The AP program is moving from a paper-only score report to an online system in an effort to be more efficient and for environmental reasons, said College Board spokesperson Kathleen Steinberg. The New York City-based organization that administers AP anticipates the vast majority of students will use the new online system, but will provide students for whom access to a computer is a barrier the option of requesting scores from customer service.
The College Board is working with AP coordinators to get the word out about the transition and have students set up their online accounts before the test. The account is free. Students who already have an account are encouraged to sign in and confirm that they have the correct username and password. (SAT score results are now delivered to students online by the College Board.)
The next round of AP exams will be held May 6-17 and notification will be sent to students that their scores are ready by email in July. Students then can log on to their accounts, with a user name and password they have chosen, to download and print out their scores.
Retrieving scores online will be convenient for families who travel in the summer, note some counselors who welcome the new system.
"The change helps bring the AP score system into the modern world of college admissions where students are accustomed to receiving SAT scores and admission decisions online," says Megan Dorsey, a college admission counselor with College Prep Results in Houston.
However, signing up for a College Board account is one more thing for busy parents and counselors to have to do, says Katy Murphy, director of college counseling at Bellarmine College Preparatory in San Jose, Calif., and president-elect of the National Association for College Admission Counseling.

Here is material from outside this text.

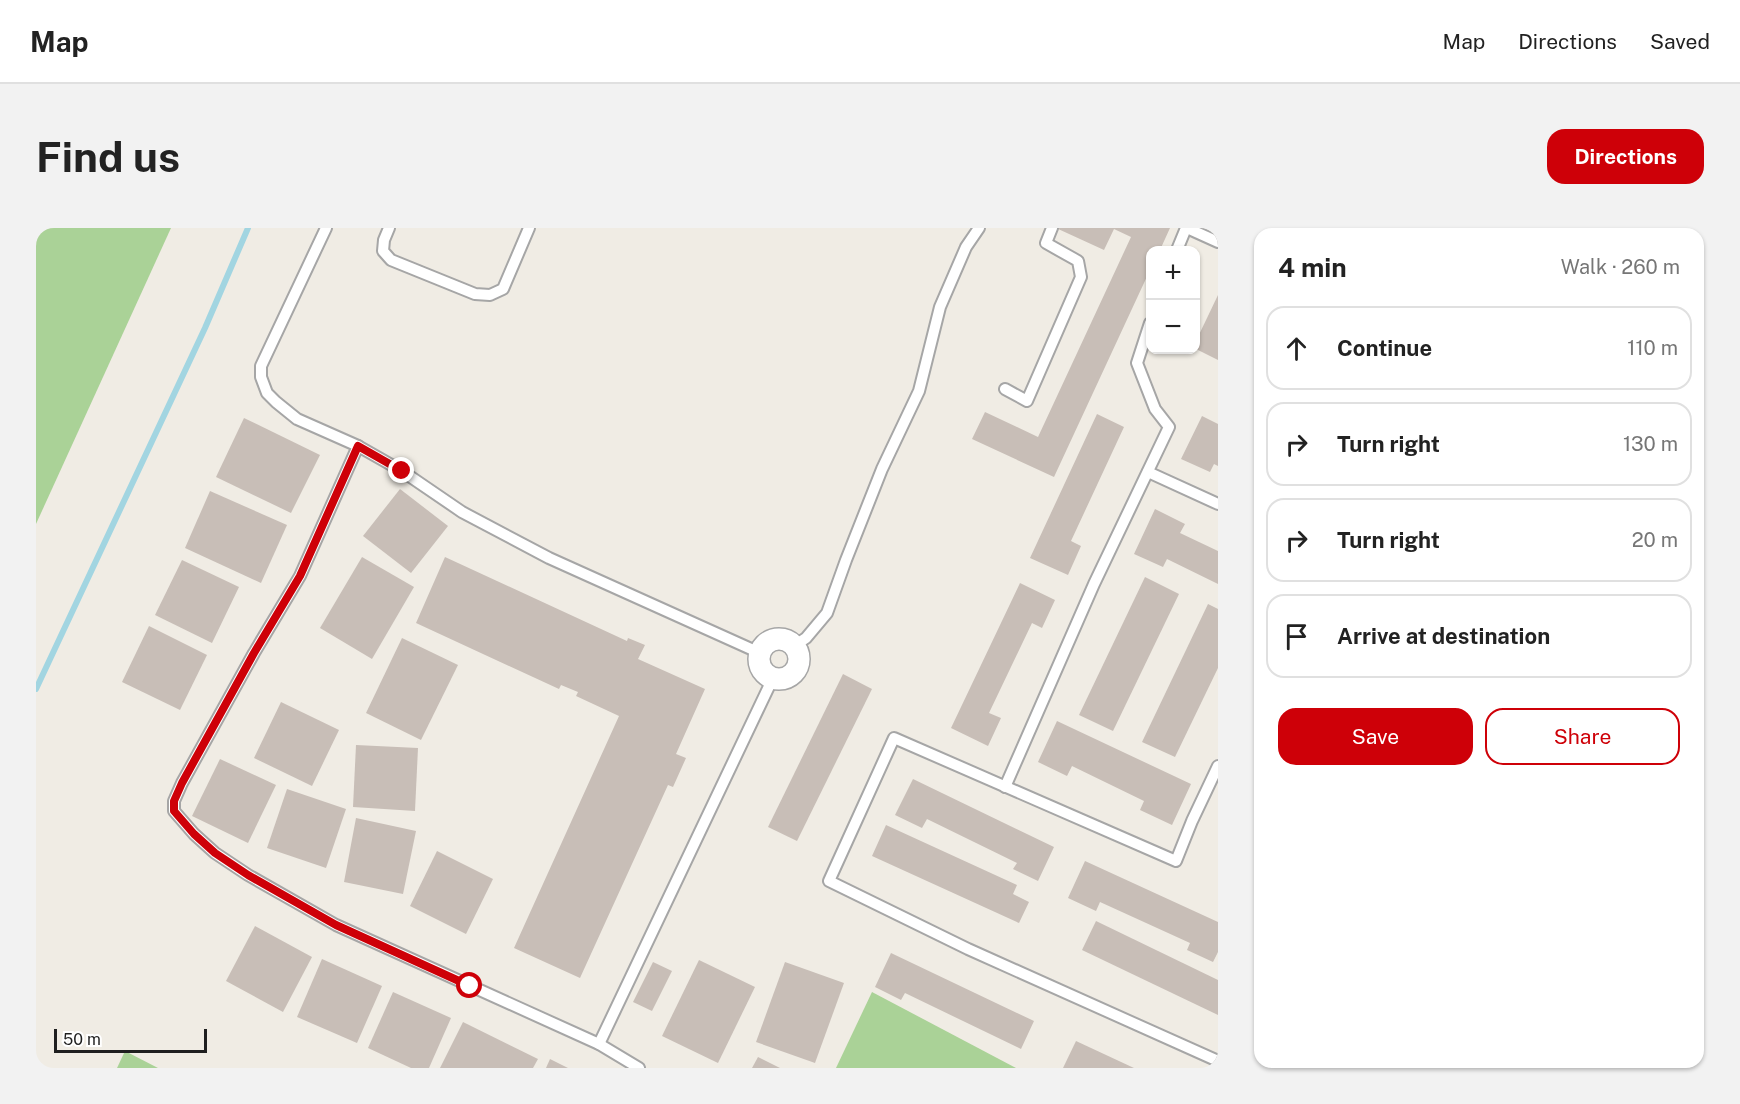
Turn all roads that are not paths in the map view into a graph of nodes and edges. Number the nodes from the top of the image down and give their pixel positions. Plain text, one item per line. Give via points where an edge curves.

Younger students who do not have established accounts may be have trouble accessing the information and could find it difficult to get help at school where, in California, the student-to-counselor ratio is approaching 999 to 1, she says. Murphy thinks the College Board did a good job of promoting the procedure in the new AP booklet, but cautions that students' minds are elsewhere in the spring and will need reminders about setting up an account.
For more information about the new online system, the College Board has set up a Web page (www.apscores.org), and an awarenesstoolkit of resources such as posters and handouts for students. There are answers to frequently asked questions here.
Students still get to send one score report for free to the college they designate on their first AP answer sheet. The fee for additional report requests will remain $15.